“There Is No Positive Outcome From This Election” – A Third Culture Kid On Why He’s Not Voting

kartik-amarnath

Kartik Amarnath. Photo: Darshan Sittampalam

Kartik Amarnath will not be voting for president this year.  “I have difficulty choosing between a candidate with a record of corrupt business practices and violent rhetoric or a candidate with a record of corrupt political maneuvering and violent action.”

Amarnath is a 25-year old “Third Culture Kid” from Indianapolis currently living in New York. His father is a Sri Lankan Tamil and his mother is Indo-Malaysian. Though he was born in Indianapolis, he grew up in Seoul, The Hague and New Delhi. He also spent time living in his mother’s childhood neighborhood, Brickfields, the oldest in Kuala Lumpur, while researching the impacts of gentrification on the community.

Kartik’s story is part of a series of profiles of young immigrants from across the U.S discussing their perspectives on the 2016 election.

This conversation has been edited for clarity and length.

Read more stories from our election coverage.

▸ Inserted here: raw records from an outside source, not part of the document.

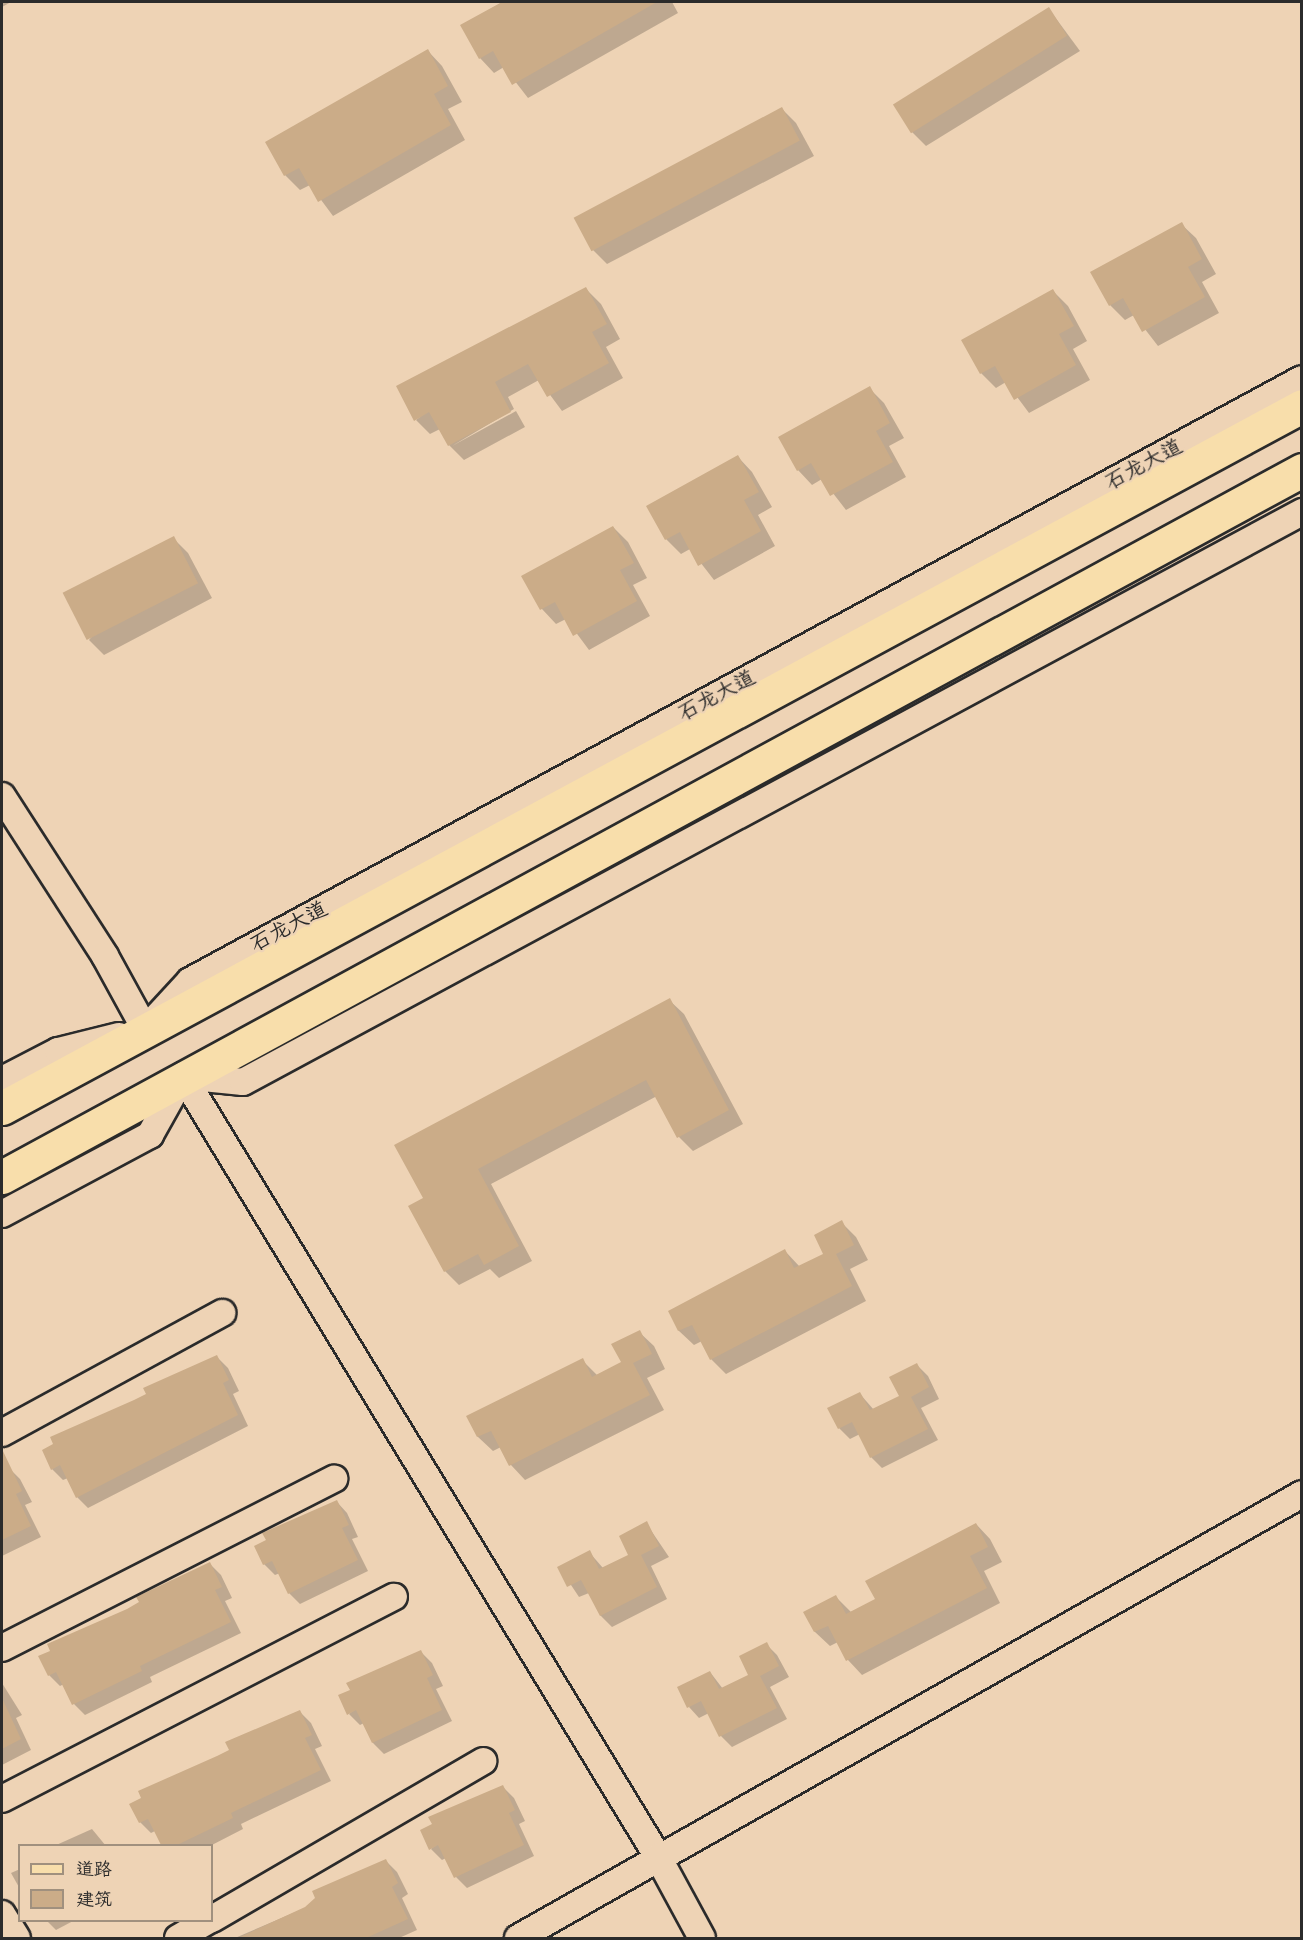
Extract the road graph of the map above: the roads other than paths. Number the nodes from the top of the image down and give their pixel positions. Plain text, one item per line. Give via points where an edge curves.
1 (1302, 380) edge
2 (1302, 406) edge
3 (1302, 470) edge
4 (1302, 512) edge
5 (2, 796) edge
6 (145, 1029) junction
7 (183, 1076) junction
8 (2, 1080) edge
9 (2, 1108) edge
10 (2, 1177) edge
11 (2, 1214) edge
12 (222, 1313) dead end
13 (2, 1433) edge
14 (334, 1479) dead end
15 (1302, 1494) edge
16 (394, 1597) dead end
17 (2, 1648) edge
18 (483, 1761) dead end
19 (2, 1799) edge
20 (658, 1857) junction
21 (2, 1914) edge
22 (213, 1918) edge
23 (206, 1922) edge
24 (17, 1938) edge
25 (177, 1938) edge
26 (518, 1938) edge
27 (702, 1938) edge

1 - 6 street, 石龙大道 via 190,981
2 - 6 main road, 石龙大道
3 - 7 main road
4 - 7 street via 243,1082
5 - 6 street via 105,956
6 - 8 street, 石龙大道 via 58,1051
6 - 9 main road, 石龙大道
7 - 10 main road
7 - 11 street via 150,1135
7 - 20 street
12 - 13 street
14 - 17 street
15 - 20 street
16 - 19 street
18 - 22 street
20 - 26 street
20 - 27 street
21 - 24 street
23 - 25 street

Why are you not voting this election?

We are in 2016, I am a Muslim-looking man from Indiana. I love a woman who is black from New York. We are both first-generation Americans. Here we are with two real choices. The first one runs on a platform advocating that the real problem in this country is we don’t hate people enough — specifically people who look like me and my partner. On the other side we have someone with a track record of bombing people who look like me and was an advocate for tough-on-crime policies that destroyed families and communities of people who look like my partner in order to placate a southern white voting base. In my opinion, if you vote for the former, you will have blood on your hands. If you vote for the latter, you already do.

And that is not to say I have any sense of equivalence between the two. Hillary is clearly the better stateswoman, far more qualified, actually sane, etc. But she is qualified for a job that is inherently violent. That isn’t encouraging. The violent rhetoric coming from the Right is being carried out by the Left. Obama has deported more people than any president before, including Bush. We have normalized a culture of violence to a serious breaking point.

Did you vote for Obama last election?

I didn’t vote for Obama. I wasn’t old enough in 2008 and in 2012 I chose not to.

As far as third party goes, I admire many of the things Jill Stein and Ajamu Baraka advocate for. But the Green Party also has many internal problems, especially related to race and gender. And just because Baraka and Stein might have good ideas it doesn’t mean much as far as being effective. Real change in a democratic society happens through other pathways.

The architects of our public education system – given all of their serious flaws – articulated a philosophy of education that I appreciate. It is to foster holistic and civically-minded citizens so that democracy can be continually fought for outside of elections. But the education we get is not a political education.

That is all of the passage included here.